Jose Vargas Quiros1,2, Bart Liefers1,2, Karin A van Garderen1,2
1Department of Ophthalmology, Erasmus University Medical Center, Rotterdam, the Netherlands.
Translational Vision Science & Technology
|July 23, 2025
Summary
VascX deep learning models improve segmentation of retinal vasculature in color fundus images, enhancing diagnostic features. Publicly available code and weights facilitate research on retinal vascular biomarkers for disease detection.
Area of Science:
- Ophthalmology
- Medical Imaging
- Artificial Intelligence
Background:
- Accurate segmentation of retinal vasculature is crucial for diagnosing ophthalmic and systemic diseases.

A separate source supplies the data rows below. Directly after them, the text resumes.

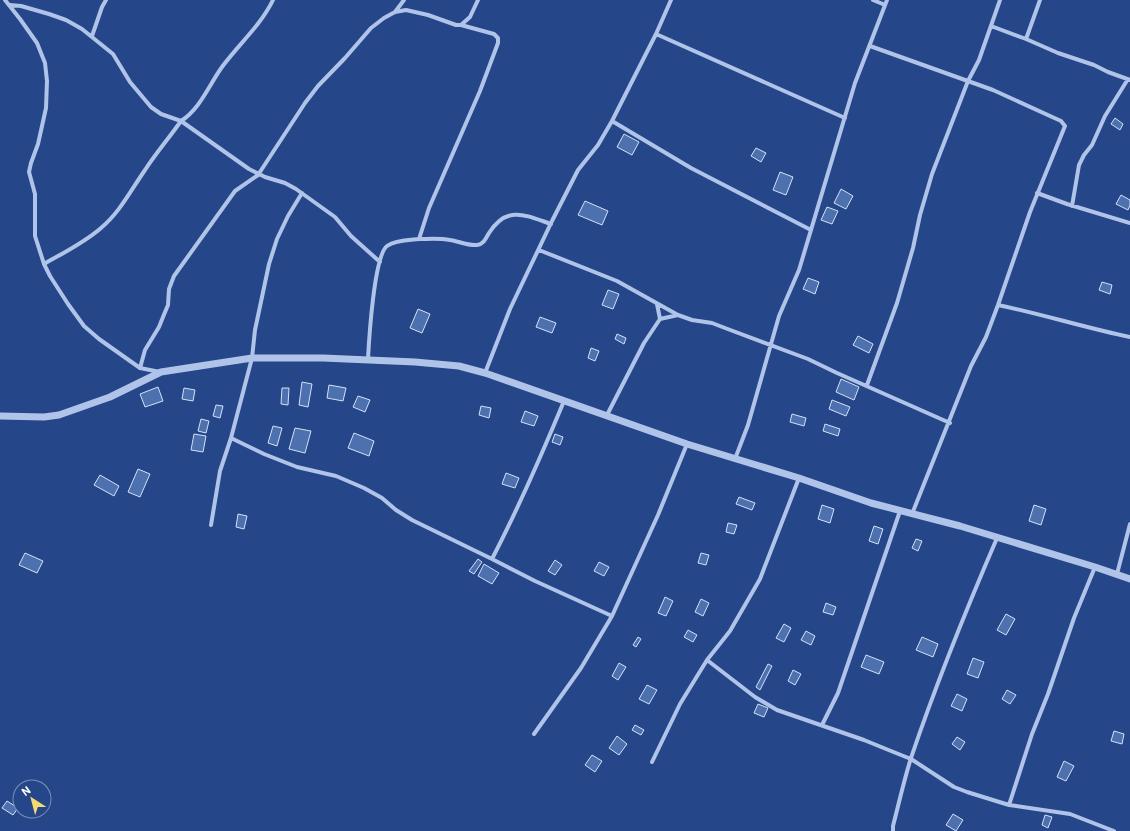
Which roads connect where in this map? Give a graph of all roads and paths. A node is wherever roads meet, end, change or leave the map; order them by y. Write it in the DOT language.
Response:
graph roads {
  1 [pos="5,0"];
  2 [pos="106,0"];
  3 [pos="273,0"];
  4 [pos="404,0"];
  5 [pos="478,0"];
  6 [pos="671,0"];
  7 [pos="873,0"];
  8 [pos="1000,0"];
  9 [pos="1040,0"];
  10 [pos="886,2"];
  11 [pos="10,5"];
  12 [pos="395,12"];
  13 [pos="461,25"];
  14 [pos="991,26"];
  15 [pos="656,34"];
  16 [pos="92,36"];
  17 [pos="1026,39"];
  18 [pos="870,46"];
  19 [pos="1129,79"];
  20 [pos="968,82"];
  21 [pos="845,118"];
  22 [pos="181,121"];
  23 [pos="612,121"];
  24 [pos="258,175"];
  25 [pos="302,193"];
  26 [pos="1037,193"];
  27 [pos="1072,206"];
  28 [pos="1130,222"];
  29 [pos="551,224"];
  30 [pos="811,230"];
  31 [pos="418,240"];
  32 [pos="539,250"];
  33 [pos="380,262"];
  34 [pos="44,264"];
  35 [pos="657,304"];
  36 [pos="998,304"];
  37 [pos="678,315"];
  38 [pos="660,319"];
  39 [pos="1130,337"];
  40 [pos="771,345"];
  41 [pos="252,358"];
  42 [pos="368,359"];
  43 [pos="140,368"];
  44 [pos="161,372"];
  45 [pos="485,373"];
  46 [pos="867,386"];
  47 [pos="564,401"];
  48 [pos="606,415"];
  49 [pos="0,416"];
  50 [pos="950,423"];
  51 [pos="231,438"];
  52 [pos="687,444"];
  53 [pos="735,460"];
  54 [pos="799,478"];
  55 [pos="900,511"];
  56 [pos="912,514"];
  57 [pos="1130,524"];
  58 [pos="211,525"];
  59 [pos="997,538"];
  60 [pos="492,558"];
  61 [pos="1095,567"];
  62 [pos="1117,574"];
  63 [pos="1130,579"];
  64 [pos="612,616"];
  65 [pos="708,660"];
  66 [pos="822,725"];
  67 [pos="534,734"];
  68 [pos="911,759"];
  69 [pos="652,762"];
  70 [pos="1009,805"];
  71 [pos="893,831"];
  72 [pos="1114,831"];
  1 -- 11 [label="street"];
  2 -- 16 [label="street"];
  3 -- 22 [label="street"];
  4 -- 12 [label="street"];
  5 -- 13 [label="street"];
  6 -- 15 [label="street"];
  7 -- 10 [label="street"];
  8 -- 14 [label="street"];
  9 -- 17 [label="street"];
  10 -- 18 [label="street"];
  11 -- 16 [label="street"];
  11 -- 34 [label="street"];
  12 -- 13 [label="street"];
  12 -- 24 [label="street"];
  13 -- 31 [label="street"];
  14 -- 17 [label="street"];
  14 -- 20 [label="street"];
  15 -- 21 [label="street"];
  15 -- 23 [label="street"];
  16 -- 22 [label="street"];
  17 -- 19 [label="street"];
  18 -- 20 [label="street"];
  18 -- 21 [label="street"];
  19 -- 27 [label="street"];
  20 -- 26 [label="street"];
  20 -- 46 [label="street"];
  21 -- 30 [label="street"];
  22 -- 24 [label="street"];
  22 -- 34 [label="street"];
  23 -- 29 [label="street"];
  23 -- 30 [label="street"];
  24 -- 25 [label="street"];
  24 -- 43 [label="street"];
  25 -- 33 [label="street"];
  25 -- 41 [label="street"];
  26 -- 27 [label="street"];
  26 -- 36 [label="street"];
  27 -- 28 [label="street"];
  29 -- 31 [label="street"];
  29 -- 32 [label="street"];
  30 -- 40 [label="street"];
  31 -- 33 [label="street"];
  32 -- 35 [label="street"];
  32 -- 45 [label="street"];
  33 -- 42 [label="street"];
  34 -- 43 [label="street"];
  35 -- 37 [label="street"];
  35 -- 38 [label="street"];
  36 -- 39 [label="street"];
  36 -- 50 [label="street"];
  37 -- 38 [label="street"];
  37 -- 40 [label="street"];
  38 -- 48 [label="street"];
  40 -- 46 [label="street"];
  40 -- 53 [label="street"];
  41 -- 42 [label="street"];
  41 -- 44 [label="street"];
  41 -- 51 [label="street"];
  42 -- 45 [label="street"];
  43 -- 44 [label="street"];
  44 -- 49 [label="street"];
  45 -- 47 [label="street"];
  46 -- 50 [label="street"];
  47 -- 48 [label="street"];
  47 -- 60 [label="street"];
  48 -- 52 [label="street"];
  50 -- 56 [label="street"];
  51 -- 58 [label="street"];
  51 -- 60 [label="street"];
  52 -- 53 [label="street"];
  52 -- 64 [label="street"];
  53 -- 54 [label="street"];
  54 -- 55 [label="street"];
  54 -- 65 [label="street"];
  55 -- 56 [label="street"];
  55 -- 66 [label="street"];
  56 -- 59 [label="street"];
  57 -- 62 [label="street"];
  59 -- 61 [label="street"];
  59 -- 68 [label="street"];
  60 -- 64 [label="street"];
  61 -- 62 [label="street"];
  61 -- 70 [label="street"];
  62 -- 63 [label="street"];
  64 -- 67 [label="street"];
  65 -- 66 [label="street"];
  65 -- 69 [label="street"];
  66 -- 68 [label="street"];
  68 -- 70 [label="street"];
  68 -- 71 [label="street"];
  70 -- 72 [label="street"];
}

- Existing deep learning models for retinal image analysis have limitations in performance and consistency.
Purpose of the Study:
- To present and validate VascX, a deep learning model ensemble for segmenting vessels, arteries-veins, optic discs, and localizing the fovea in color fundus images (CFIs).
- To make VascX preprocessing code and model weights publicly available to advance research on retinal vasculature.
Main Methods:
- Trained UNet model ensembles using a diverse dataset combining over 15 annotated datasets and CFIs from Dutch studies.
- Employed a robust preprocessing algorithm and strong data augmentations for model training.
- Compared VascX segmentation performance (Dice scores) and feature extraction agreement (MAE, Pearson correlation) against AutoMorph and LittleWNet models.
Main Results:
- VascX demonstrated superior performance across most datasets, particularly for artery-vein and optic disc segmentation.
- VascX exhibited consistent performance even with decreased image quality and in disc/fovea-centered images.
- VascX significantly improved the quality of vascular features, showing higher correlations with ground-truth features compared to existing models.
Conclusions:
- VascX models perform robustly across various conditions due to diverse training data.
- VascX offers improved segmentation quality, leading to more reliable vascular features for retinal vasculature analysis.
- Public availability of VascX aims to accelerate research linking retinal vascular biomarkers to health conditions.